• Task to carry out
An exact repetition of all the entries that follow is required.

• Supplied information

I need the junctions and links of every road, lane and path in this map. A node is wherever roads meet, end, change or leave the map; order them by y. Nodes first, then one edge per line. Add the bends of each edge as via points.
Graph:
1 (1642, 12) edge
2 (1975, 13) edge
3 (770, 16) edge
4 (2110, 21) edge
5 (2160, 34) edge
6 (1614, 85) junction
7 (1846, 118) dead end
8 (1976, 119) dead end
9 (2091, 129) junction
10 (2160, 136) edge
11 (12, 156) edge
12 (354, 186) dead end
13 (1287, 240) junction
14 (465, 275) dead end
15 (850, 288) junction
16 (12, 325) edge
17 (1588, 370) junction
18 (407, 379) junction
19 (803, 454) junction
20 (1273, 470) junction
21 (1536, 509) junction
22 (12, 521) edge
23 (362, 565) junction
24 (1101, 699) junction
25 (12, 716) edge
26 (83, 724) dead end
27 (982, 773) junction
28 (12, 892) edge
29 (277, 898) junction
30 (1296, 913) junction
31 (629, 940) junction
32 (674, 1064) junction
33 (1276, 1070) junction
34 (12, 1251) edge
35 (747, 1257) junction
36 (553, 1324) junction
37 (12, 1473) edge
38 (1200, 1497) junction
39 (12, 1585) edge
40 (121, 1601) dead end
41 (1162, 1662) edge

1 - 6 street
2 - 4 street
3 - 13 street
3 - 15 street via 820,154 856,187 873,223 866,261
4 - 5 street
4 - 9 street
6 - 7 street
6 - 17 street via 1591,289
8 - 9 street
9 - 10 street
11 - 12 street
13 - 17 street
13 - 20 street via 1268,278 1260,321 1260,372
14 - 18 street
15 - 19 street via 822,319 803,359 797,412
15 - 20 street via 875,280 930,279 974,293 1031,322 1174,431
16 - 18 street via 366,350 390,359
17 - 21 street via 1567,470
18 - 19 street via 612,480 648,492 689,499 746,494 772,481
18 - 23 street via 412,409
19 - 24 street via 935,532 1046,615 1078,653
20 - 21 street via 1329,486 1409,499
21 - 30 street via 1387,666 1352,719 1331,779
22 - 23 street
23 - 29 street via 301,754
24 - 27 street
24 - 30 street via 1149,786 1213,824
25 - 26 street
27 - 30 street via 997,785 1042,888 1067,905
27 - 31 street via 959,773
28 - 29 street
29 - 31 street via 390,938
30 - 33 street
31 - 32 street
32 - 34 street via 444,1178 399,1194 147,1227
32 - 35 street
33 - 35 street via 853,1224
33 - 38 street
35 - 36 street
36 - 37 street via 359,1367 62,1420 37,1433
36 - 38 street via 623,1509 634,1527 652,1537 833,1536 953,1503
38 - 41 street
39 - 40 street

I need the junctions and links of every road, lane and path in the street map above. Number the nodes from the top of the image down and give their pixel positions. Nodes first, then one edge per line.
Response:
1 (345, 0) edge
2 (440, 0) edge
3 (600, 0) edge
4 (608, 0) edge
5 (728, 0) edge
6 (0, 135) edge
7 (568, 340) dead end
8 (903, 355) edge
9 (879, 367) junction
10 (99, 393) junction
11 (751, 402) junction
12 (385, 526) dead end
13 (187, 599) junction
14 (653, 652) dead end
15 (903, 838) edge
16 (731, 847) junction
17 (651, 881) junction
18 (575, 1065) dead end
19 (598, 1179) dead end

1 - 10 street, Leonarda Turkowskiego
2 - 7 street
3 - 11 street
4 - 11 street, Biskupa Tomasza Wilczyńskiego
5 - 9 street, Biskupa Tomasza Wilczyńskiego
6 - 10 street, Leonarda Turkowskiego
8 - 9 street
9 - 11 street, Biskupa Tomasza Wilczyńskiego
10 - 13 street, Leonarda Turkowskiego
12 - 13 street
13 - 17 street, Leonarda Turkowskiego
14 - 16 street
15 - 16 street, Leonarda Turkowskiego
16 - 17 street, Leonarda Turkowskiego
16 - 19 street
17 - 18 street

• Answer to the problem
I need the junctions and links of every road, lane and path in this map. A node is wherever roads meet, end, change or leave the map; order them by y. Nodes first, then one edge per line. Add the bends of each edge as via points.
Graph:
1 (1642, 12) edge
2 (1975, 13) edge
3 (770, 16) edge
4 (2110, 21) edge
5 (2160, 34) edge
6 (1614, 85) junction
7 (1846, 118) dead end
8 (1976, 119) dead end
9 (2091, 129) junction
10 (2160, 136) edge
11 (12, 156) edge
12 (354, 186) dead end
13 (1287, 240) junction
14 (465, 275) dead end
15 (850, 288) junction
16 (12, 325) edge
17 (1588, 370) junction
18 (407, 379) junction
19 (803, 454) junction
20 (1273, 470) junction
21 (1536, 509) junction
22 (12, 521) edge
23 (362, 565) junction
24 (1101, 699) junction
25 (12, 716) edge
26 (83, 724) dead end
27 (982, 773) junction
28 (12, 892) edge
29 (277, 898) junction
30 (1296, 913) junction
31 (629, 940) junction
32 (674, 1064) junction
33 (1276, 1070) junction
34 (12, 1251) edge
35 (747, 1257) junction
36 (553, 1324) junction
37 (12, 1473) edge
38 (1200, 1497) junction
39 (12, 1585) edge
40 (121, 1601) dead end
41 (1162, 1662) edge

1 - 6 street
2 - 4 street
3 - 13 street
3 - 15 street via 820,154 856,187 873,223 866,261
4 - 5 street
4 - 9 street
6 - 7 street
6 - 17 street via 1591,289
8 - 9 street
9 - 10 street
11 - 12 street
13 - 17 street
13 - 20 street via 1268,278 1260,321 1260,372
14 - 18 street
15 - 19 street via 822,319 803,359 797,412
15 - 20 street via 875,280 930,279 974,293 1031,322 1174,431
16 - 18 street via 366,350 390,359
17 - 21 street via 1567,470
18 - 19 street via 612,480 648,492 689,499 746,494 772,481
18 - 23 street via 412,409
19 - 24 street via 935,532 1046,615 1078,653
20 - 21 street via 1329,486 1409,499
21 - 30 street via 1387,666 1352,719 1331,779
22 - 23 street
23 - 29 street via 301,754
24 - 27 street
24 - 30 street via 1149,786 1213,824
25 - 26 street
27 - 30 street via 997,785 1042,888 1067,905
27 - 31 street via 959,773
28 - 29 street
29 - 31 street via 390,938
30 - 33 street
31 - 32 street
32 - 34 street via 444,1178 399,1194 147,1227
32 - 35 street
33 - 35 street via 853,1224
33 - 38 street
35 - 36 street
36 - 37 street via 359,1367 62,1420 37,1433
36 - 38 street via 623,1509 634,1527 652,1537 833,1536 953,1503
38 - 41 street
39 - 40 street

I need the junctions and links of every road, lane and path in the street map above. Number the nodes from the top of the image down and give their pixel positions. Nodes first, then one edge per line.
Response:
1 (345, 0) edge
2 (440, 0) edge
3 (600, 0) edge
4 (608, 0) edge
5 (728, 0) edge
6 (0, 135) edge
7 (568, 340) dead end
8 (903, 355) edge
9 (879, 367) junction
10 (99, 393) junction
11 (751, 402) junction
12 (385, 526) dead end
13 (187, 599) junction
14 (653, 652) dead end
15 (903, 838) edge
16 (731, 847) junction
17 (651, 881) junction
18 (575, 1065) dead end
19 (598, 1179) dead end

1 - 10 street, Leonarda Turkowskiego
2 - 7 street
3 - 11 street
4 - 11 street, Biskupa Tomasza Wilczyńskiego
5 - 9 street, Biskupa Tomasza Wilczyńskiego
6 - 10 street, Leonarda Turkowskiego
8 - 9 street
9 - 11 street, Biskupa Tomasza Wilczyńskiego
10 - 13 street, Leonarda Turkowskiego
12 - 13 street
13 - 17 street, Leonarda Turkowskiego
14 - 16 street
15 - 16 street, Leonarda Turkowskiego
16 - 17 street, Leonarda Turkowskiego
16 - 19 street
17 - 18 street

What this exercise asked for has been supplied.